Senate Commerce Chairman Jay Rockefeller said he hoped to know whether legislation would be needed to provide an actual fix to the FAA furlough issue after a Wednesday meeting with members of the administration.
“This wasn’t meant to come along because we were meant to be mature enough to work out a bargain so that all of this would go away,” the West Virginia Democrat said of the sequester, which began in March following a series of failures to craft a broader bipartisan budget deal.
Rockefeller told reporters Tuesday that even within the Senate Democratic Conference, not all senators were aware of the duration of the aviation cutbacks under the sequester. Some seemed to think the problems would go away at the start of the next fiscal year, on Oct. 1. But the automatic across-the-board spending cuts are set to be in place for 10 years if Congress does not act to reverse them in some way.
Lawmakers’ confusion over the issue has been on full display this week, as they grapple with the fallout from forced furloughs of air traffic controllers. Indeed, FAA Administrator Michael Huerta has become the main target of criticism from both parties over the past few days, as air travel delays mount.

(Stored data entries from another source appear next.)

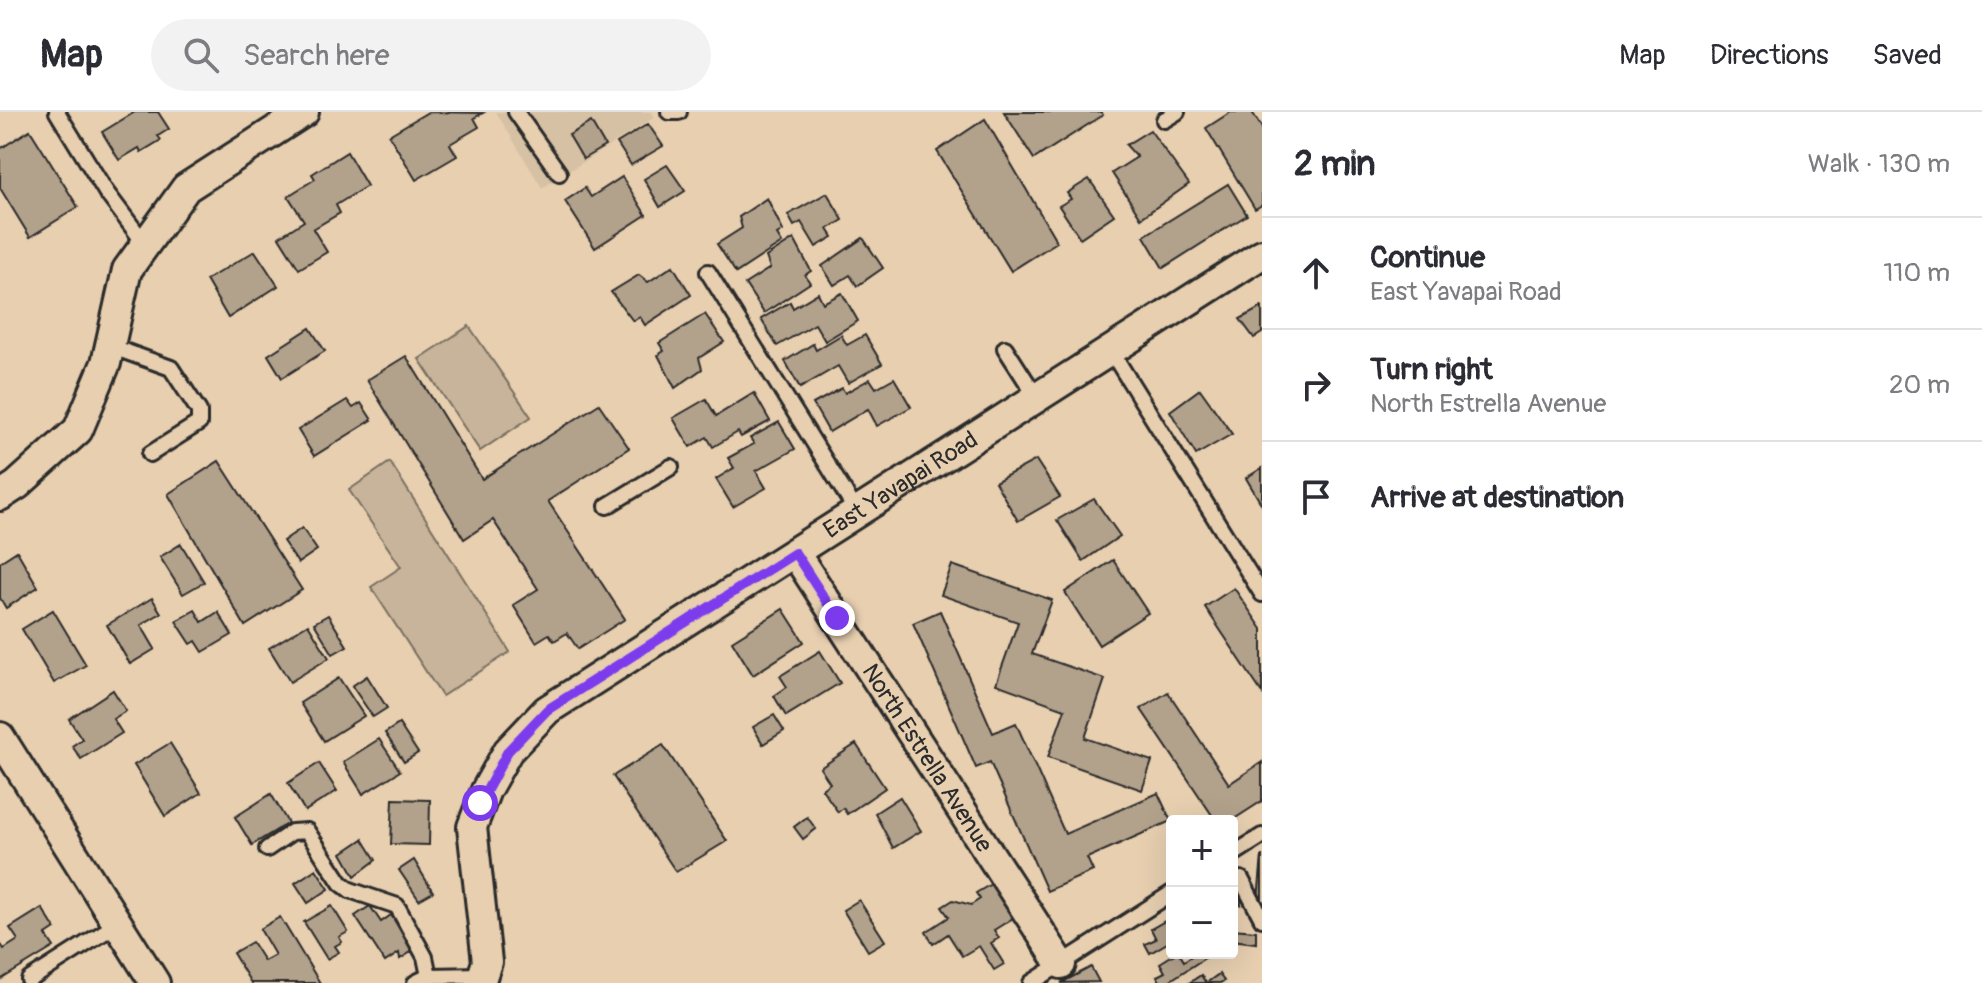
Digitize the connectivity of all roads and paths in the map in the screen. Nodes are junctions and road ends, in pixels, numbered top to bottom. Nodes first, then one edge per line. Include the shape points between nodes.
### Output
1 (57, 112) edge
2 (304, 112) edge
3 (516, 112) edge
4 (669, 112) edge
5 (679, 112) edge
6 (559, 173) dead end
7 (145, 244) junction
8 (1262, 254) edge
9 (708, 272) dead end
10 (110, 346) junction
11 (1005, 348) dead end
12 (1111, 351) junction
13 (1037, 398) junction
14 (150, 454) dead end
15 (671, 467) dead end
16 (0, 496) edge
17 (607, 506) dead end
18 (858, 514) junction
19 (795, 553) junction
20 (1262, 594) edge
21 (0, 737) edge
22 (1262, 836) edge
23 (267, 849) dead end
24 (1238, 851) edge
25 (1241, 879) dead end
26 (1166, 897) edge
27 (1262, 919) edge
28 (117, 924) junction
29 (1061, 964) junction
30 (429, 976) junction
31 (481, 979) edge
32 (29, 980) dead end
33 (155, 983) edge
34 (415, 983) edge
35 (1031, 983) edge

1 - 7 lane
2 - 7 street via 186,188
3 - 6 lane
4 - 5 lane
7 - 10 street via 127,270
8 - 12 street, East Yavapai Road
9 - 18 lane
10 - 14 lane via 171,368 199,411 199,423
10 - 16 street via 78,430
11 - 13 lane
12 - 13 street, East Yavapai Road
12 - 20 lane
13 - 18 street, East Yavapai Road
15 - 17 lane
18 - 19 street, East Yavapai Road
19 - 29 street, North Estrella Avenue
19 - 31 street, East Yavapai Road via 547,710 508,751 472,827 487,962
21 - 28 street
22 - 24 lane
23 - 30 lane via 292,832 307,831 341,883 397,906 425,957
25 - 27 lane
26 - 29 lane
28 - 32 lane
28 - 33 street
29 - 35 lane
30 - 31 lane
30 - 34 lane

At a House Appropriations subcommittee hearing on Wednesday morning, ChairmanHarold Rogers blasted the FAA for not providing sufficient information about the looming cuts.
“Not a word, not a breath. You didn’t forewarn us that this was coming,” the Kentucky Republican said. “You didn’t ask advice about how we should handle it. You didn’t inform the Congress of this sequester impact and what you plan to do about it. In fact, the entire administration has done the same thing.”